So just like that we're faced with the 10th and final day of the 2017 IAAF World Championships, but thankfully the day will build gradually to a crescendo starting with intriguing race walking in the morning session.
Many Africans would not even be awake by the time the first event of Sunday, the 50km Race Walk, begins at 8:45 (CAT). This year's event is unique in that the 49 competing men will be joined by seven women on course too -- they were a late addition to the championships' programme meaning a first-ever women's 50km world champion will be crowned.
As it happens, Portugal's Inês Henriques is the clear favourite to take the women's title having set 4:08:26 back in January -- 2017's best by almost 14 minutes. Her most likely companions on the podium (if all goes according to plan for the 37-year-old) should come from the Chinese duo of Hang Yin and Shuqing Yang or Kathleen Burnett from the USA, but they'll need Henriques to be well off that blistering early-season form.
As it is, the rarity of this distance for women and vagaries of race walking rules mean that any result is really possible.
Even more so in the men's competition due to the number of competitors, and the possibility of team tactics against strong individuals.
Looking at the season's world leading times again marks Norway's Havard Haukenes (best of 3:43.40) and Rafal Augustyn of Poland out as favourites in the absence of Russia's Dementiy Cheparev, this year's world lead, and late injury withdrawal of Jared Tallent from Australia.
There is also the mercurial Yohann Diniz, the 39-year-old French world record-holder who epitomises the fact that mental strength could take you to great heights in this sport while fragility of it on the day can leave you disheartened through disqualification.
Mexico's Jose Leyver Ojeda, Evan Dunfee (Canada -- 4th at Rio 2016) and Wenbin Niu of China could also come into reckoning ahead of a group of walkers whose times in 2017 are three or more minutes down on Haukenes'.
Sunday's 'morning session' will also see the race walking events at 20km take place but this time in separate women's (13:20, CAT) and men's (15:20, CAT) races.
Considering 20km is the usual distance for women's races, there is a healthier number of competitors (61) and in theory a wider range of potential medallists. However, Russia and China are the countries which seem to take race walking most seriously and their athletes head the women's world lead list for 2017.

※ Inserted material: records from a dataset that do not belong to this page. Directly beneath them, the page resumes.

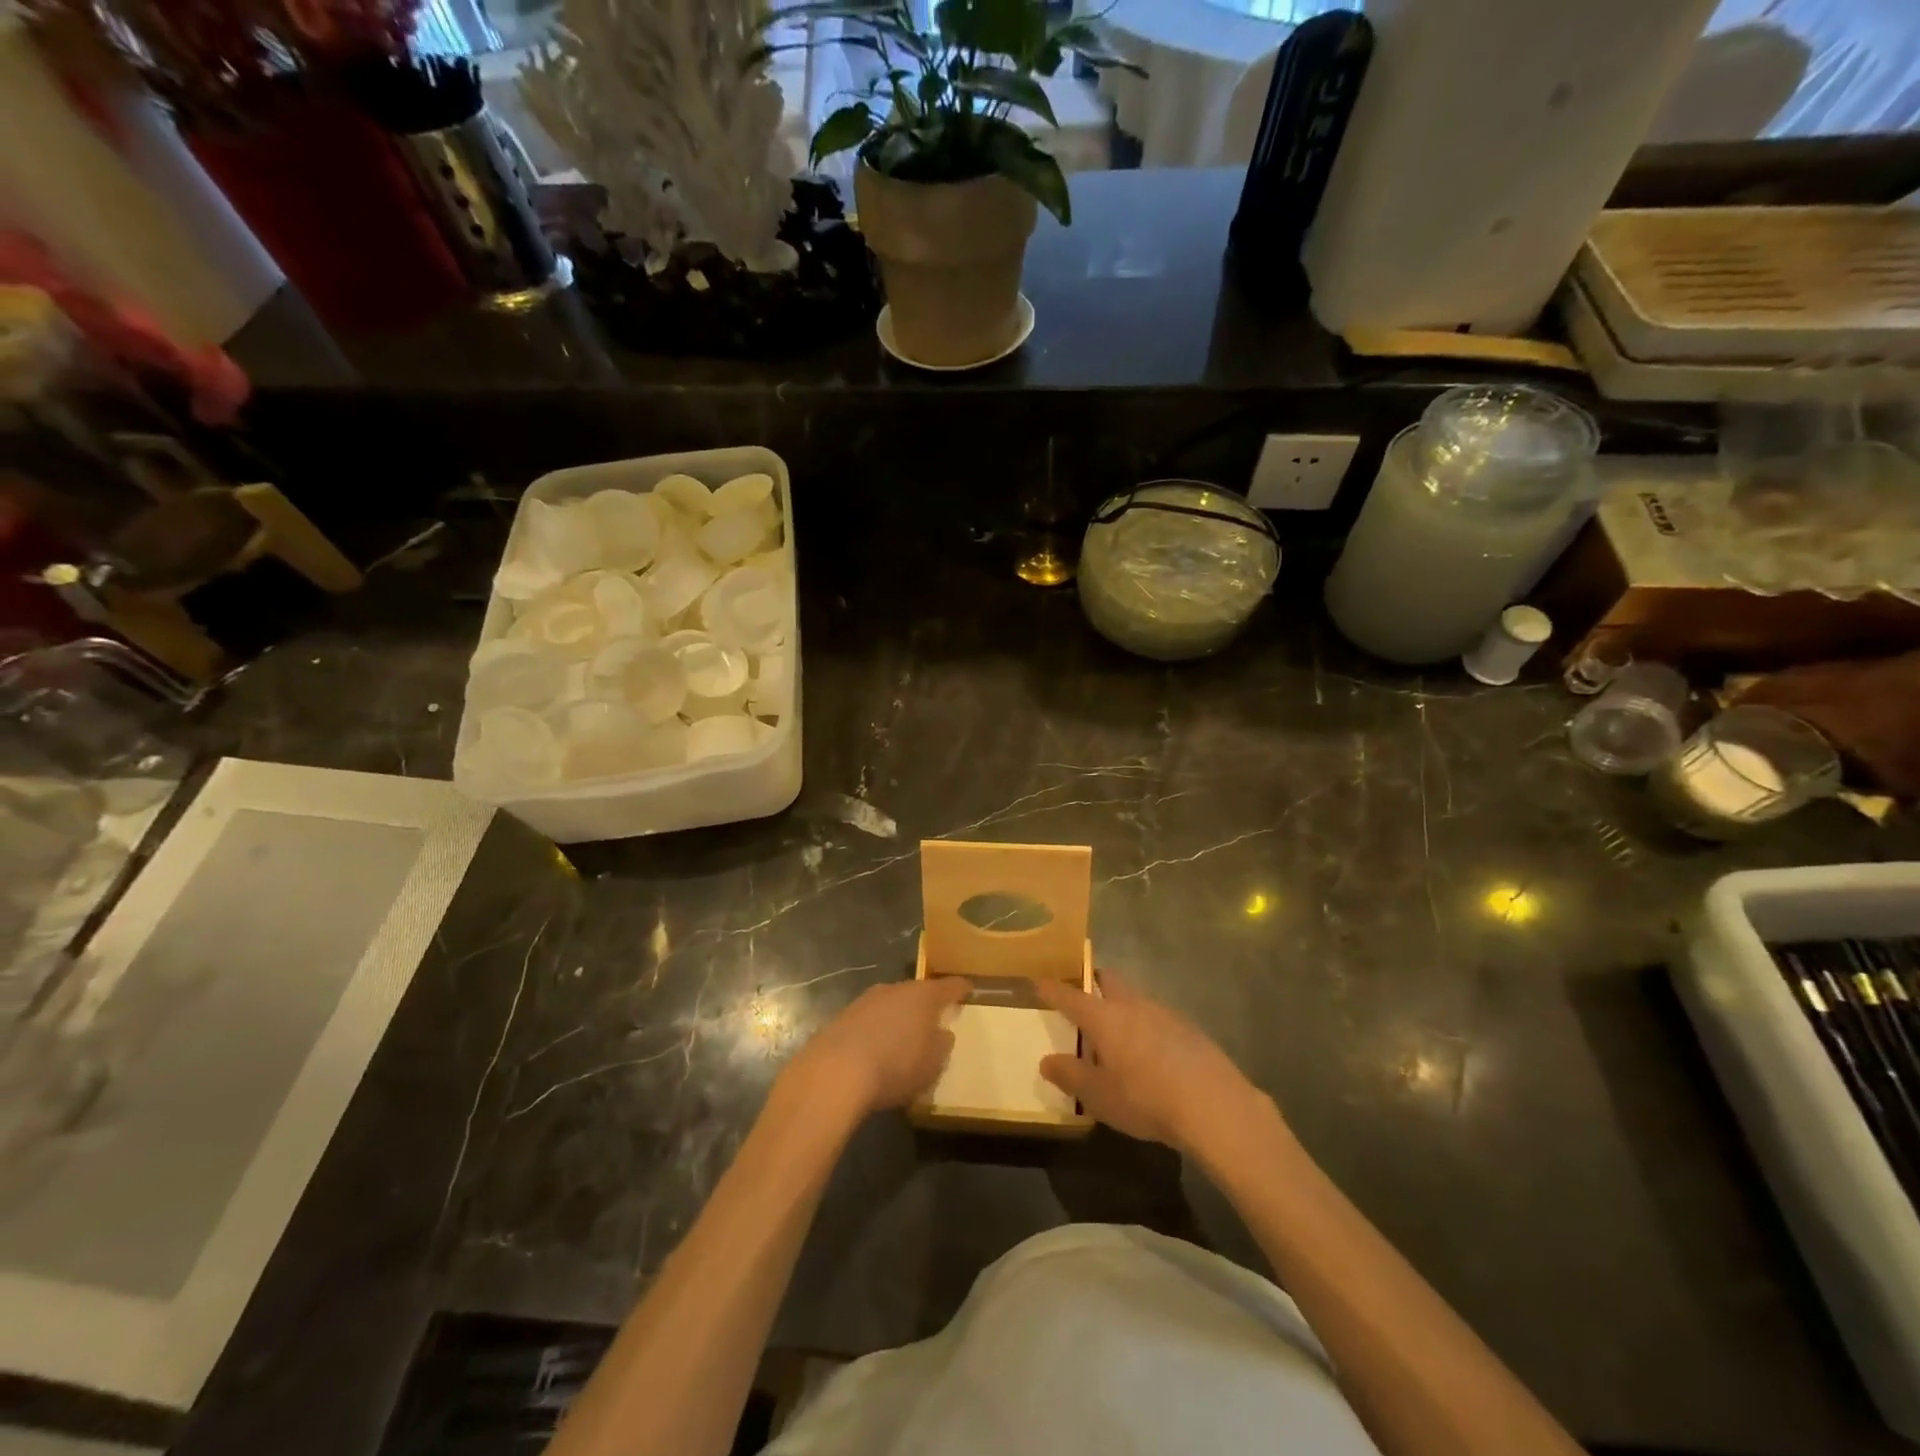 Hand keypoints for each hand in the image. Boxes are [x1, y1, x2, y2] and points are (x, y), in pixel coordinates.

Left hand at [781, 976, 970, 1120]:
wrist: (835, 1072)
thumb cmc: (895, 1066)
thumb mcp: (932, 1064)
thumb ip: (942, 1045)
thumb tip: (941, 1033)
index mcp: (923, 996)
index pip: (949, 987)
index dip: (960, 989)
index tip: (968, 990)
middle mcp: (895, 989)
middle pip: (917, 993)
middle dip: (925, 1006)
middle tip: (934, 1021)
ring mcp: (865, 1000)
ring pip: (891, 1005)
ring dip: (898, 1018)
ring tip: (903, 1040)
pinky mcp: (843, 1017)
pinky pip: (870, 1020)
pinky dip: (876, 1031)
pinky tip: (875, 1052)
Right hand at [1036, 970, 1271, 1153]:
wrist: (1214, 1106)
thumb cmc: (1145, 1098)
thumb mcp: (1099, 1096)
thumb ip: (1071, 1076)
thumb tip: (1047, 1061)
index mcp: (1105, 1017)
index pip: (1071, 996)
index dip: (1052, 989)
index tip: (1039, 981)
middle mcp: (1133, 1005)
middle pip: (1109, 980)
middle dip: (1094, 981)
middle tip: (1083, 993)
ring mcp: (1165, 1013)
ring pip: (1136, 997)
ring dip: (1123, 1005)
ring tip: (1118, 1029)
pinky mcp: (1190, 1029)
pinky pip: (1159, 1017)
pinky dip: (1147, 1025)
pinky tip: (1151, 1052) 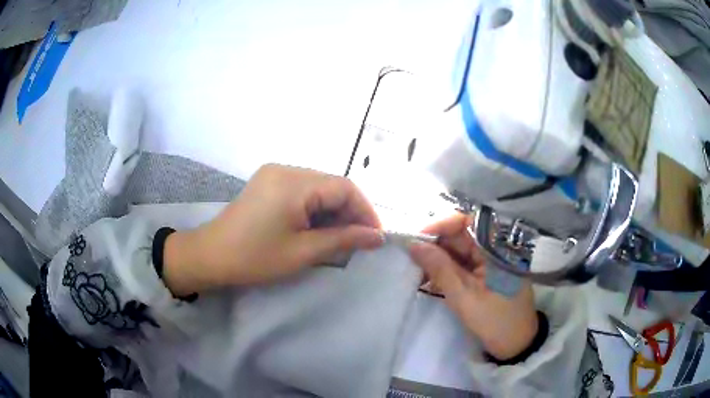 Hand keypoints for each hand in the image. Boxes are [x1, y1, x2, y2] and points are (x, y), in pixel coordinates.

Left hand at [163, 164, 383, 294]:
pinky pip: (302, 190)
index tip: (375, 236)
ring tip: (339, 238)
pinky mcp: (268, 182)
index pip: (344, 187)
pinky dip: (315, 209)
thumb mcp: (303, 252)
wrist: (210, 256)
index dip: (365, 210)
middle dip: (349, 212)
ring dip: (333, 211)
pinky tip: (317, 228)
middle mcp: (286, 169)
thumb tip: (377, 237)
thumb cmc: (255, 258)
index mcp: (294, 183)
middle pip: (331, 185)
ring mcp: (275, 173)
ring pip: (318, 188)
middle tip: (358, 241)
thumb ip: (343, 240)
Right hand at [409, 213, 537, 360]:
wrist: (515, 343)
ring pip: (459, 249)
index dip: (440, 225)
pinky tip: (431, 280)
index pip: (467, 220)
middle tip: (411, 260)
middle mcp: (494, 247)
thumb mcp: (464, 296)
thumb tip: (413, 244)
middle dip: (435, 245)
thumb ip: (440, 269)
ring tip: (418, 273)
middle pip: (460, 234)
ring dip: (438, 259)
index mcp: (497, 247)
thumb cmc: (495, 320)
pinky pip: (463, 262)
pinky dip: (446, 269)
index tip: (416, 240)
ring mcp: (491, 259)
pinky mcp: (486, 271) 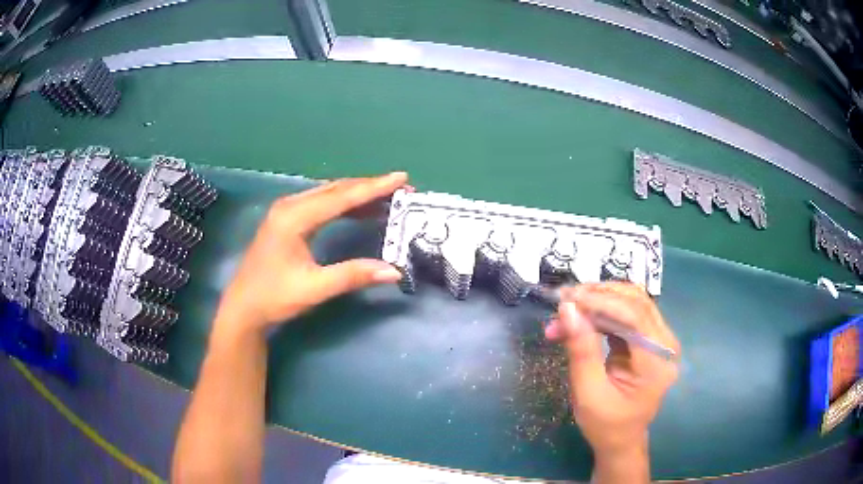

China have there full allotment in Xiuzhi Lyu (who won bronze at last year's Olympic Games), Na Wang and Jiayu Yang but there will only be one Russian, Klavdiia Afanaseva, in the field. All four are capable of 1 hour 26 minute times and will be disappointed if they're not in the battle for gold.
Mexico's Maria Guadalupe Gonzalez, the 2016 IAAF Race Walking champion and Rio 2016 silver medallist, as well as the Italians Eleonora Giorgi (who hasn't set a a 2017 time) and Antonella Palmisano are best placed to compete for podium places should the favourites falter for some reason on the day.
Meanwhile, Ethiopia's Yehualeye Beletew and Askale Tiksa will ensure African presence in the race.
The men's race will see 64 athletes looking to triumph on The Mall leading to Buckingham Palace.
Again Russia only has one competitor, Serge Shirobokov, who's their leading walker having set 2017's 4th best time. The top three for the year, China's Kaihua Wang, Eiki Takahashi and Isamu Fujisawa (both Japan) are also walking on Sunday afternoon suggesting that a fast time in the 1 hour 18 minute range could be in the offing.
Germany's Christopher Linke has it in him to match that but it may be too fierce for Dane Bird-Smith, the Australian who set his personal best in winning bronze at Rio 2016, Korea Republic's Hyunsub Kim and Alvaro Martin from Spain.
Of African interest will be the presence of Kenyans Samuel Ireri Gathimba (a 1:19.24 walker at his best) and Simon Wachira as well as Lebogang Shange from South Africa.